For the longest time, I've held off trying it out for fear I'd burst a nerve in my eye, considering Avatar is more than two hours long.  After Avatar, which I only saw at a pirated DVD (ha!), there just weren't good 3D-worthy movies left that I wouldn't mind spending P450 on. 

And then Harry Potter and the Deathly Hallows came.  It didn't occur to me and Edge to watch the first one in 3D, although come to think of it, we should have had.  Anyway, it's probably all for the best that the first ever 3D film I'd see is the last Harry Potter movie.  And now I feel sad because there won't be any more Harry Potter films after this, and I haven't even read a single book!  Which is why Edge kept explaining things to me as the film went on.

Maybe I will start reading the HP series now, if only for that scene where Professor Minerva McGonagall stands up for Harry and fights Snape.  It turns out, Snape was good after all and on their side, but how could have Professor McGonagall known?  (Click the picture to see McGonagall and Snape at it, courtesy of alienhead.tumblr.com)

Anyway, it was a touching moment for me I actually blinked away a tear or two.  Maybe because I've always been a sucker for grandmother figures (i.e. Ursula in One Hundred Years of Solitude.)  And oh, I loved it when she giggled like a schoolgirl, because she's always wanted to use that spell on the stone sentinels of Hogwarts Castle.

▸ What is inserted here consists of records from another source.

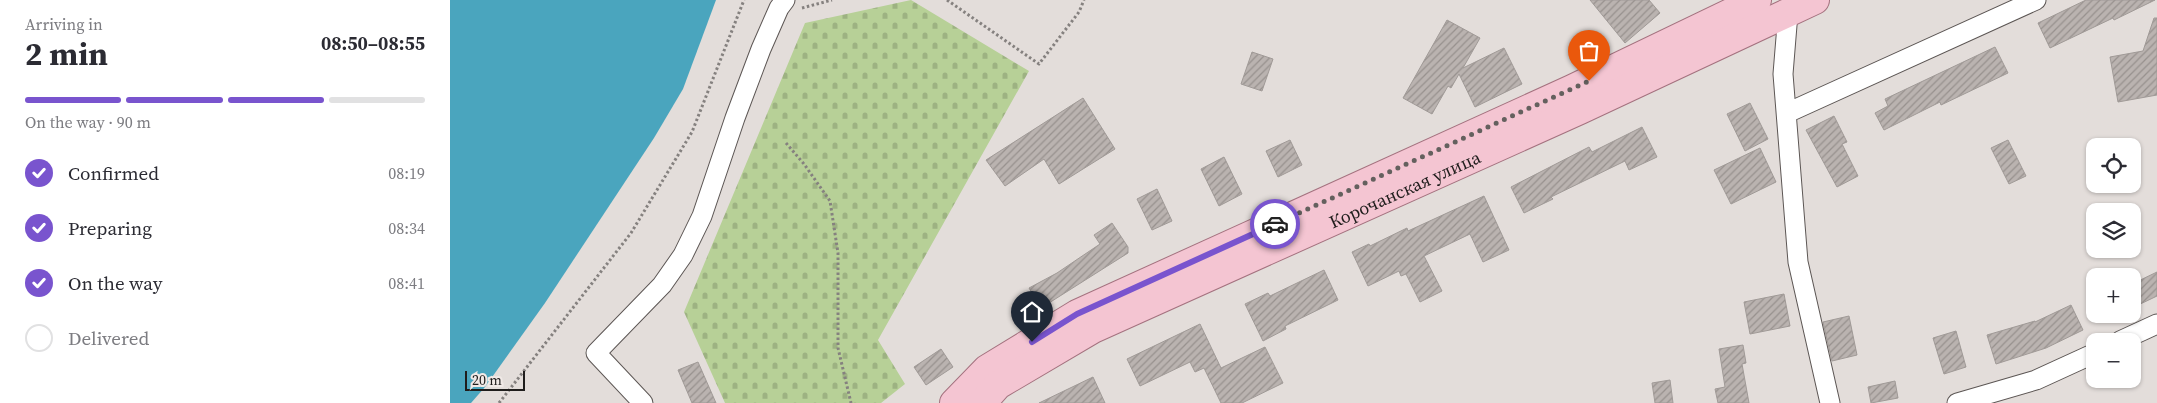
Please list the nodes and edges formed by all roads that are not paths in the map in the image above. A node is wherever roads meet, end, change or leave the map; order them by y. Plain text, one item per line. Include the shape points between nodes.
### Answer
1 (1757, 0) edge
2 (1815, 0) edge
3 (2036, 0) edge
4 (782, 4) edge
5 (1788, 13) junction
6 (1787, 113) junction
7 (2157, 324) edge
8 (2137, 333) edge
9 (2086, 357) edge
10 (990, 394) edge
11 (643, 403) edge
12 (954, 403) edge
13 (1830, 403) edge
14 (1957, 403) edge

1 - 12 main road, Корочанская улица via 1572,89 1077,314 987,369
2 - 5 main road, Корочанская улица
3 - 6 street
4 - 11 street via 735,118 702,216 683,255 662,284 596,353
5 - 6 street via 1783,74
5 - 10 main road, Корочанская улица via 1093,329
6 - 13 street via 1798,262
7 - 8 street
9 - 14 street via 2036,380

BTW, that Neville Longbottom guy has really grown up, and the sexier for it.  Here's a link to a webpage dedicated particularly to Matthew Lewis' amazing metamorphosis.

http://www.scarlet-clarity.net/2010/12/uber-hawt-menz-monday-36-matthew-lewis.html



* * *
After the film, in which I was teary-eyed, both from sadness and from eye strain, me and Edge went to National Bookstore because I need a pen.  Buying a pen is always a headache for me.  I realize the only writing tools in which my penmanship looks good is Pilot's Hitechpoint V5 signpen (PhP 54) and a properly sharpened and slightly used pencil.  I always use the lack of a good pen as an excuse why I don't write on my journal as often as I did in college, when I would mindlessly buy one Pilot signpen after another.

Ballpoint pens don't give my handwriting justice, although now that I don't have much choice as I'm much too stingy nowadays to give in to a uber-expensive signpen, the ballpen will do.

You can tell a lot about a person from what they mindlessly/mindfully write on those scratch pads where you testdrive your prospective ballpens.


This is one side of the paper--busy and tangled--an outpouring of people's minds.  There's nowhere to write so I use the other side.  And this is what I find: Make Love Not Horcruxes.



So that's how you spell it.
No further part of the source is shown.